Secondo le fonti, Juan Carlos ha fatto un movimento brusco e si è provocato una nuova lussazione dell'anca. Trasferito all'ospedale San José, il re è stato riportato in sala operatoria e, dopo l'intervento e la notte trascorsa in rianimazione, questa mattina è stato trasferito in reparto. All'indomani della seconda operazione, sono tornati a farsi insistenti i commenti, da parte di molti mezzi di comunicazione, sull'opportunità per Juan Carlos di abdicare a favore dell'erede al trono, Felipe.

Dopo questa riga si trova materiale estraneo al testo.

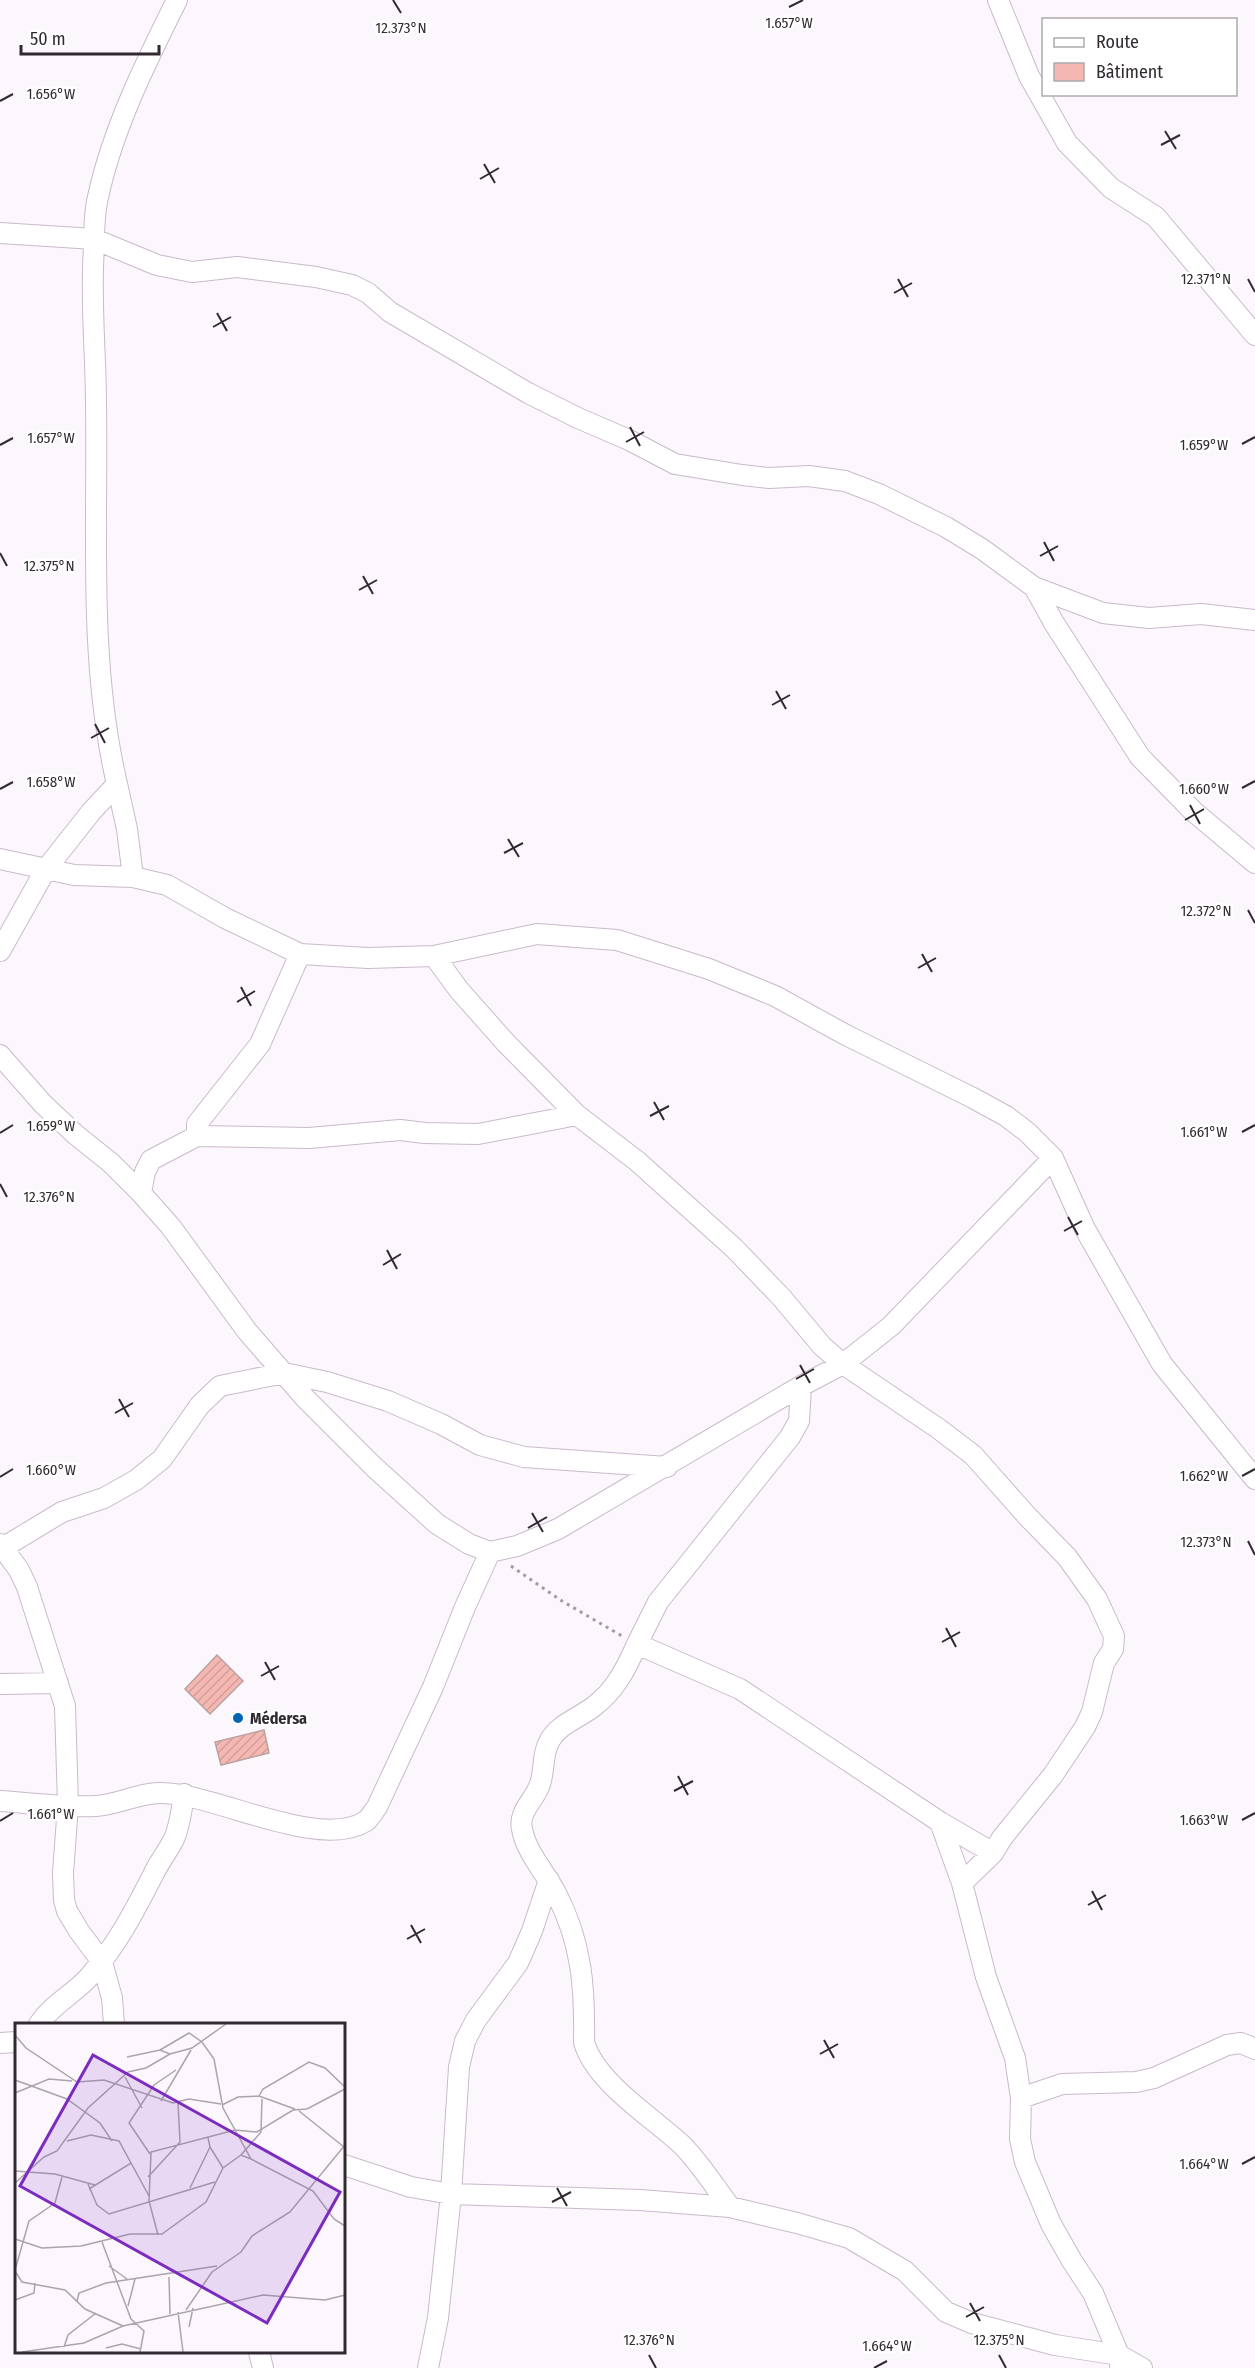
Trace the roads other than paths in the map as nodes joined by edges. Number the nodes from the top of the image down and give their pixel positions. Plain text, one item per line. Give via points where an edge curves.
1 (177, 0) edge
2 (998, 0) edge
3 (0, 233) edge
4 (94, 239) junction
5 (1255, 335) edge
6 (1034, 587) junction
7 (1255, 620) edge
8 (117, 784) junction
9 (0, 859) edge
10 (1255, 863) edge
11 (46, 869) junction
12 (133, 877) junction
13 (0, 951) edge
14 (300, 954) junction
15 (434, 956) junction
16 (0, 1055) edge
17 (577, 1115) junction
18 (197, 1136) junction
19 (1053, 1158) junction
20 (141, 1194) junction
21 (843, 1364) junction
22 (284, 1373) junction
23 (801, 1386) junction
24 (667, 1467) junction
25 (1255, 1479) edge
26 (2, 1545) edge
27 (490, 1552) junction
28 (637, 1644) junction
29 (58, 1683) junction
30 (0, 1684) edge
31 (184, 1794) junction
32 (0, 1801) edge
33 (68, 1805) junction
34 (940, 1822) junction
35 (993, 1853) junction
36 (549, 1880) junction
37 (962, 1883) junction
38 (102, 1962) junction
39 (41, 2023) edge
40 (114, 2023) edge
41 (15, 2042) edge
42 (0, 2043) edge
43 (1255, 2049) edge
44 (1021, 2098) junction
45 (345, 2165) edge
46 (451, 2194) junction
47 (730, 2207) junction
48 (259, 2353) edge
49 (1119, 2362) edge
50 (262, 2368) edge
51 (428, 2368) edge
52 (1142, 2368) edge

1 - 4 street via 106,166 97,200
2 - 5 street via 1029,76 1067,143 1111,188 1156,217
3 - 4 street
4 - 6 street via 157,265 192,272 237,267 352,285 390,312 528,393 675,464 769,478 809,476 845,481 946,527
4 - 8 street via 94,565 106,718
6 - 7 street via 1103,613 1149,618 1201,614
6 - 10 street via 1140,758 1214,830
8 - 11 street
8 - 12 street via 128,829
9 - 11 street
11 - 12 street via 74,875
11 - 13 street
12 - 14 street via 167,885
14 - 15 street
14 - 18 street via 266,1036 198,1124
15 - 17 street via 506,1043
15 - 19 street via 537,934 617,940 709,969 776,996 1006,1116
16 - 20 street via 43,1104
17 - 18 street via 478,1134 400,1130 309,1138
17 - 21 street via 637,1161 734,1248
18 - 20 street via 151,1160
19 - 21 street via 891,1326
19 - 25 street via 1085,1229 1162,1364
20 - 22 street
21 - 23 street
21 - 35 street via 973,1455 1080,1573 1114,1636 1092,1712 1080,1737
22 - 24 street via 388,1401 480,1445 524,1457
22 - 26 street via 219,1386 200,1405 162,1459 136,1480
22 - 27 street via 374,1467 437,1524 469,1545
23 - 24 street
23 - 28 street via 799,1421 790,1437 658,1602
24 - 27 street via 558,1529
26 - 29 street via 27,1587
27 - 31 street via 433,1687 368,1820 330,1831 269,1819
28 - 34 street via 740,1689
28 - 36 street via 611,1692 558,1729 545,1753 540,1784 521,1818 526,1843
29 - 30 street
29 - 33 street via 65,1706
31 - 33 street via 159,1792 97,1806
31 - 38 street via 174,1838 136,1910
32 - 33 street
33 - 38 street via 64,1900 79,1931
34 - 35 street
34 - 37 street
35 - 37 street
36 - 46 street via 518,1963 465,2041 459,2067
36 - 47 street via 576,1936 583,1972 584,2042 588,2054 598,2070 684,2147
37 - 44 street via 986,1977 1015,2058
38 - 39 street
38 - 40 street
41 - 42 street
43 - 44 street via 1241,2043 1227,2045 1154,2078 1062,2084
44 - 49 street via 1020,2139 1025,2162 1051,2223 1093,2292
45 - 46 street via 411,2187
46 - 47 street
46 - 51 street via 438,2318
47 - 49 street via 849,2238 904,2271 946,2312 972,2324
48 - 50 street
49 - 52 street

2- RE DI DONNE E DI DENARI
Federica Bianchi per "l'Espresso"

È stato l'elefante che ha fatto traboccare il vaso. Così nei circoli del potere spagnolo si commenta sarcasticamente la recente battuta di caccia agli elefanti in Botswana del settantaquattrenne re Juan Carlos. Il sovrano non ha dimostrato certo una grande sensibilità istituzionale nel partire in gran segreto con la sua aristocratica amante tedesca Corinna Sayn-Wittgenstein per una vacanza extra lusso da 45 mila euro incentrata sull'uccisione di un animale protetto, lui presidente onorario del Wwf spagnolo, proprio nei giorni in cui la Spagna sta affrontando la crisi economica più grave del Dopoguerra.

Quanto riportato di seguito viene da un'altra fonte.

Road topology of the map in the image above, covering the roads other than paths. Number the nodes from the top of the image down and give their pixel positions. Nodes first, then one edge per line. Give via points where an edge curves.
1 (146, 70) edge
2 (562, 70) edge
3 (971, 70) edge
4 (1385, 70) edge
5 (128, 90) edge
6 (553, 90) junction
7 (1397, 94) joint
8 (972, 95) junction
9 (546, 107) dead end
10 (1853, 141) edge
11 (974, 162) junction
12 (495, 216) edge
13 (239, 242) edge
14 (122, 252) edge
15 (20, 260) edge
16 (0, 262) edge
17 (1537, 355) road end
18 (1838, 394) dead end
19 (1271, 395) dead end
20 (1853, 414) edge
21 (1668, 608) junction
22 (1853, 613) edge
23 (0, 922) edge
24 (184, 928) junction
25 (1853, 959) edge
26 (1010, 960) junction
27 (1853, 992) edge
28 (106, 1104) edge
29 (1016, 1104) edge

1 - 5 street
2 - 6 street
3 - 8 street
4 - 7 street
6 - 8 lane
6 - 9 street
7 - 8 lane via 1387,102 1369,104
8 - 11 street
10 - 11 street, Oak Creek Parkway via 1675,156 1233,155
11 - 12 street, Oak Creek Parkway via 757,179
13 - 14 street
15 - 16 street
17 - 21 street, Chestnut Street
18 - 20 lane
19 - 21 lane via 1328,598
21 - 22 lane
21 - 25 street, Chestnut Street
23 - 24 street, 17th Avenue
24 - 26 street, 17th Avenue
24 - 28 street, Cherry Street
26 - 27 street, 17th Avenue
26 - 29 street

Ma - e gli spagnoli lo sanno bene - non è stata la prima volta. Sono trent'anni che il re sparisce per dedicarsi a battute di caccia all'elefante in Africa come all'orso bruno in Romania. Che entra e esce nei letti di centinaia di donne, facendo della regina Sofia la sovrana più tradita d'Europa.

Che si accompagna a imprenditori più o meno raccomandabili, tanto da avere accumulato una fortuna personale da oltre 2 miliardi di euro. Il problema oggi è che la società spagnola è cambiata e non è più disposta a concedere al suo sovrano carta bianca nella gestione delle finanze pubbliche a lui assegnate e nei comportamenti reali, che con il tempo sono passati da esemplari a imbarazzanti.

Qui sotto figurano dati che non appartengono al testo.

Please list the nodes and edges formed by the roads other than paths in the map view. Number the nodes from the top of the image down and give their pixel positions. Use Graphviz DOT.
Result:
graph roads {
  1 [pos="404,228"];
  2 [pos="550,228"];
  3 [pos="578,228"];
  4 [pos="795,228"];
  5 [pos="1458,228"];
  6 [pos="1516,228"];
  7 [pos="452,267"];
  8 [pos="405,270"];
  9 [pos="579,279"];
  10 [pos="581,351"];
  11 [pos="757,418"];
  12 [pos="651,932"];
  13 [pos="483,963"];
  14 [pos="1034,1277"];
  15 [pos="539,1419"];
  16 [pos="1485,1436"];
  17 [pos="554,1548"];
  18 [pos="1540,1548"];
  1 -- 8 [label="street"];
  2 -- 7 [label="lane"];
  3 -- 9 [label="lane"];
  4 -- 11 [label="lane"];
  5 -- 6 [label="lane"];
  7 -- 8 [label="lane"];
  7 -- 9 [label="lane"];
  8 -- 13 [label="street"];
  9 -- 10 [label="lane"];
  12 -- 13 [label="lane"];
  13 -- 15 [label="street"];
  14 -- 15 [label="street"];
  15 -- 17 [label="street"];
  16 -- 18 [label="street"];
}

Juan Carlos non era destinato al trono fin dalla nascita. Il regno dei borboni era finito nel 1931 con la fuga a Roma di Alfonso XIII dopo la vittoria dei repubblicani alle elezioni municipali. Fu il dittatore Franco a indicarlo nel 1969 come erede dopo una formazione sotto la sua sorveglianza.

Avrebbe dovuto essere il sostenitore di un potere assoluto e invece alla morte di Franco nel 1976 agevolò prima Adolfo Suarez e poi il socialista Felipe Gonzales nella delicata transizione democratica, decidendo di cedere i suoi poteri in cambio del mantenimento dei privilegi: un patto informale ma di ferro tra lui e i cittadini - rinsaldato dal discorso televisivo che fece il 24 febbraio 1981 in difesa della democrazia durante un tentativo di colpo di Stato - che ha garantito al Paese quasi quarant'anni di pace e prosperità.

"Siamo ancora grati al re per il ruolo che ebbe alla morte di Franco quando architettò la transizione dalla dittatura alla democrazia evitando un'altra guerra civile", spiega Jose Garcia Abad, editore del "Siglo de Europa" e autore del libro "La solitudine del re": "In questo senso il re si è guadagnato la corona".

È diventato per la Spagna al contempo il garante dell'unità nazionale e il suo ambasciatore nel mondo, abilissimo per carattere, inclinazione e relazioni personali nel facilitarne i rapporti economici e politici con l'estero: "Qui sono scarso", confessò una volta a un politico toccandosi la testa, "ma qui", e si toccò il naso, "sono imbattibile". "Non ha mai letto un libro in vita sua, ma è maestro in ciò che non si apprende a scuola: come trattare con la gente e come sedurla", Abad racconta ne "El principe y el rey".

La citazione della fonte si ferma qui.